Ketamine Assisted Psychotherapy: Hope for Treating Depression
Participating as a therapist in the Ketamine Assisted Psychotherapy (KAP) project at the Integrative Psychiatric Healing Center in Boulder, Colorado has been a fascinating and encouraging journey. In a short amount of time I have seen clients having profound insights and relief from harsh depressive symptomology. In this small article I will address four themes that I have noticed and observed in my work with clients during the process of KAP.
Accessing traumatic states with support
It is a rare and valuable opportunity to work psychotherapeutically with the support of a medication that accelerates the healing process. In working with clients undergoing KAP I have witnessed and facilitated people accessing traumatic memories and repressed feelings. Clients become more easily aware of traumatic material without being as triggered or activated as they are when touching into those states without KAP. This allows for the integration of past experiences associated with their current states of anxiety and depression.
Flexibility of mind
During KAP clients tend to enter into a state that I call “mind flexibility.” Stubborn mindsets and introjected beliefs about themselves and their experience of life that create great suffering and sometimes feel involuntary and irrational can be experienced with a sense of ease and softness. Clients often begin to access a certain gentleness in which they hold their beliefs. This process can also allow them to access the memories of traumatic life events that shaped those foundational internalized messages. With KAP the pressure or threat that solidified those mind states is temporarily alleviated or eased, allowing the individual to let go and soften the grip on those beliefs. As the mind and body access a sense of ease while touching those core inner messages and traumatic feeling states, clients can find a new template for being. There can be a shift not only around how clients think about themselves, but also around how they feel about themselves and their lives in a more embodied manner.

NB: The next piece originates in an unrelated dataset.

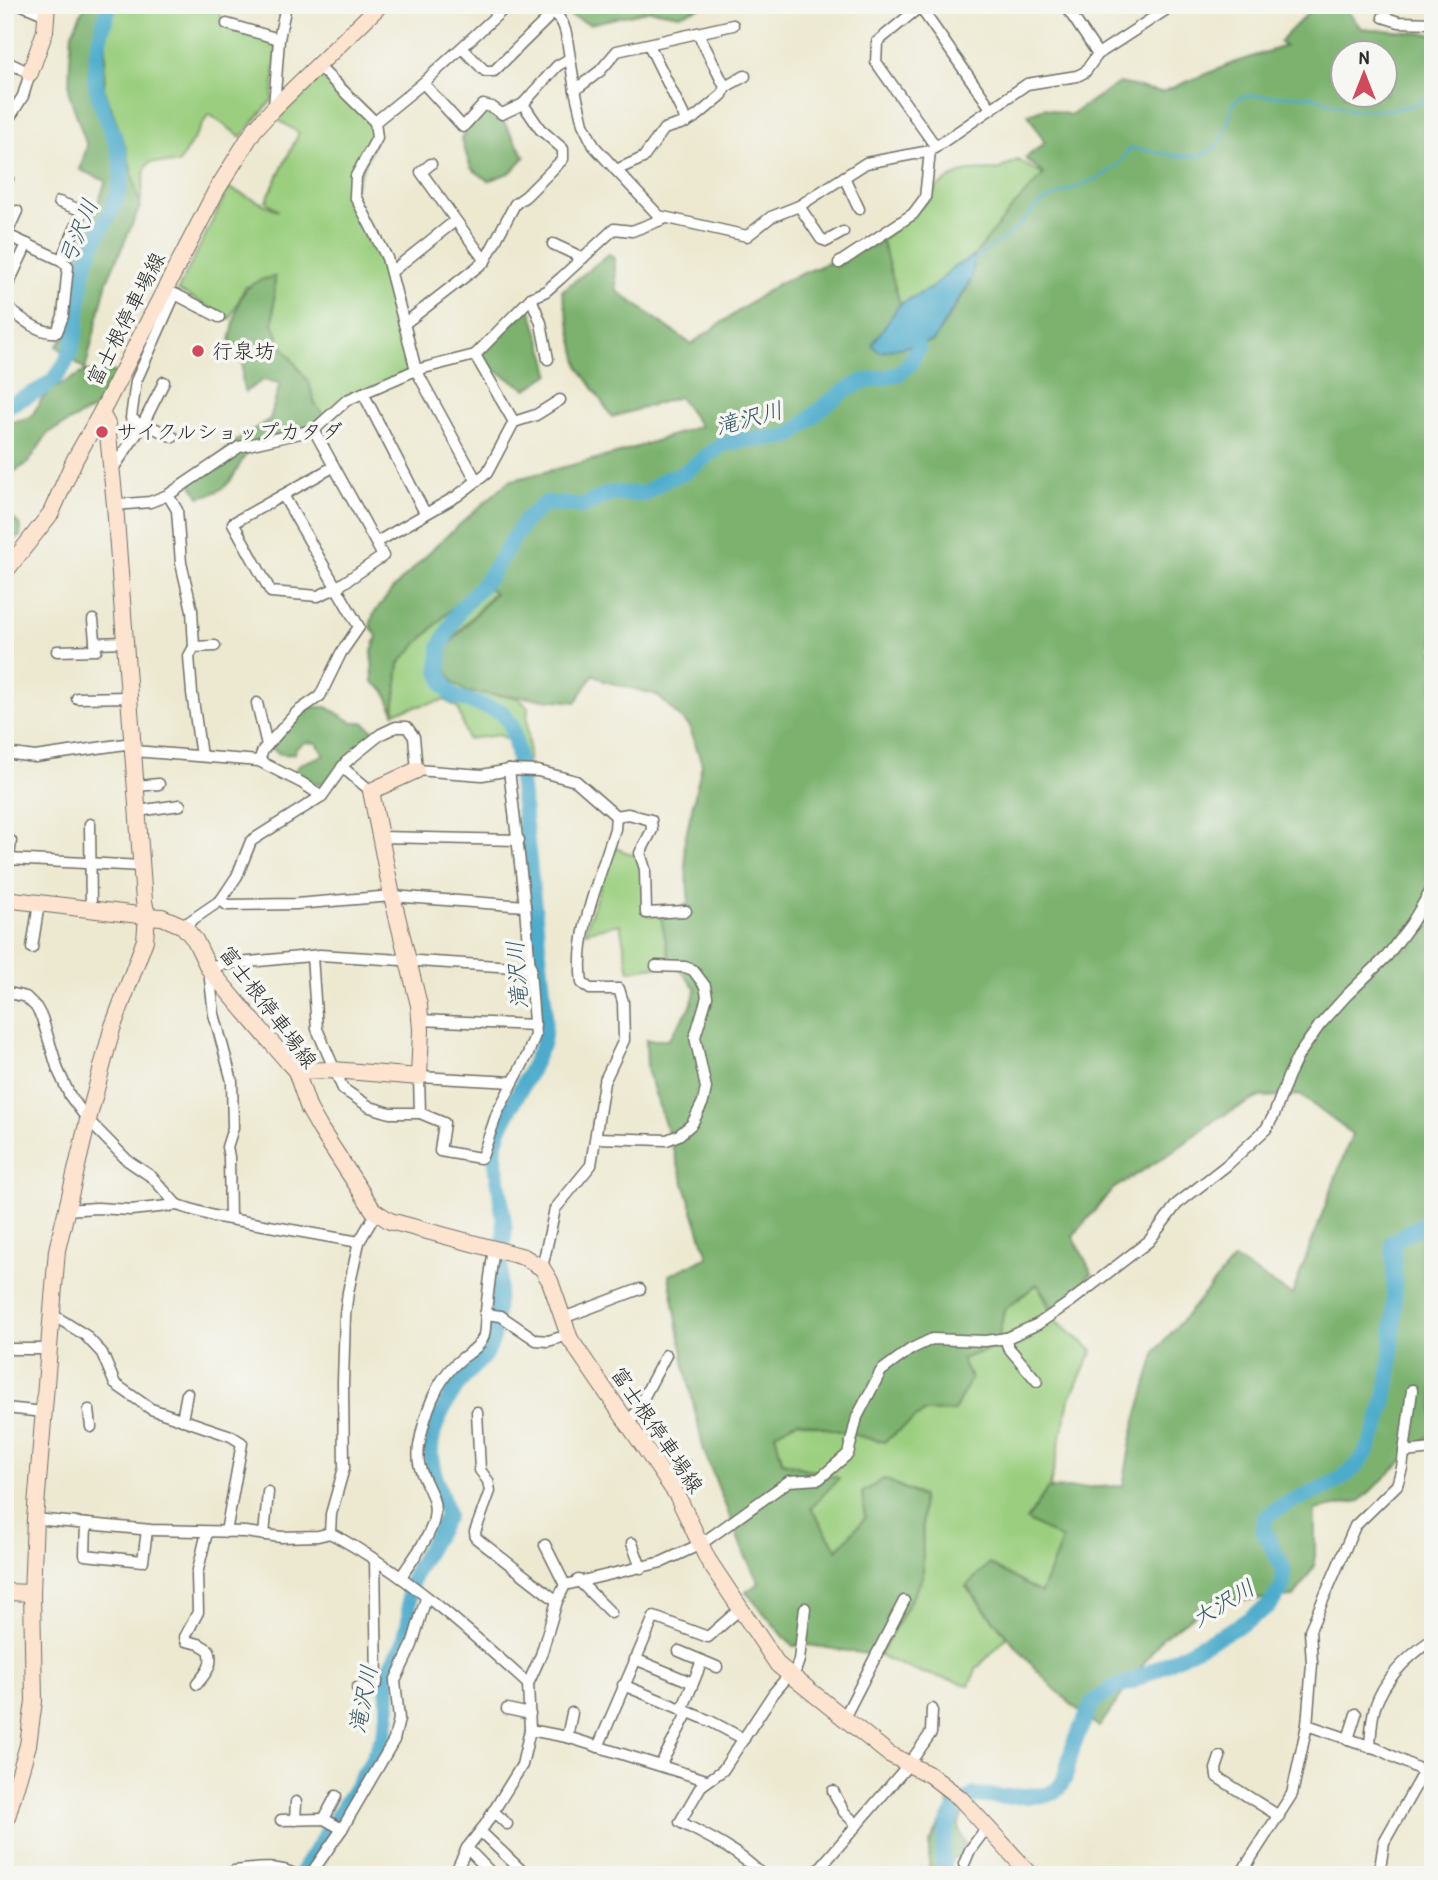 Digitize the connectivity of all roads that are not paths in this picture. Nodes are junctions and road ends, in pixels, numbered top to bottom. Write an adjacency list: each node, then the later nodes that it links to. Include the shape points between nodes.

With the help of an emotionally available, attuned and attachment informed psychotherapist, clients undergoing KAP can potentially reshape their sense of safety and capacity to be in relationship with others. While under the effects of Ketamine, clients’ brains are in a malleable state that can more easily open to a sense of “right relationship.” Clients become capable of finding empowerment through relaxation, and access the emotional availability necessary to relate to others and claim relational boundaries when appropriate. While in KAP the role of the therapist is to support the client to find a natural sense of connection, safety and access to emotion that is often disrupted in the face of relational trauma and that attachment psychology claims is every human’s birthright/natural state while in relationship.
Embodiment/Temporary ego dissolution
Another theme I have witnessed facilitating KAP sessions is that there is an experience of temporary ego dissolution. When medical professionals use Ketamine for anesthetic purposes, such as medical surgeries, the result is a complete yet temporary dissociation from the body in order to not feel the pain of the surgery. In KAP, however, the clinical dose is a fraction of the medical anesthetic dose, which allows clients to track a mild dissociation from the body that actually has the unique and paradoxical effect of intensifying an awareness of the body and invites a new kind of presence into the client’s lived experience. In this process the coping strategy of dissociation, often linked to severe depression and anxiety, starts to unwind and clients can experience their bodies in a more vital and present way. While under the influence of Ketamine the experience of being in a body changes, thoughts and feelings can seem suspended, having a personality and the way one perceives time and space become temporarily altered and there is often a total shift in ones sense of self location. Although experiences like these can be frightening, strange and confusing, with the anesthetic effects of Ketamine combined with a skillful psychotherapeutic facilitation those states can have a profound reorganizing and relieving effect. Clients can potentially have what Abraham Maslow called “peak experiences,” experiences that challenge our usual lived perceptual reality. Peak experiences can support clients to renew and expand their sense of self and connect to a sense of wholeness. Those experiences can be perceived as being spiritual or transpersonal and have the potential to be profoundly liberating.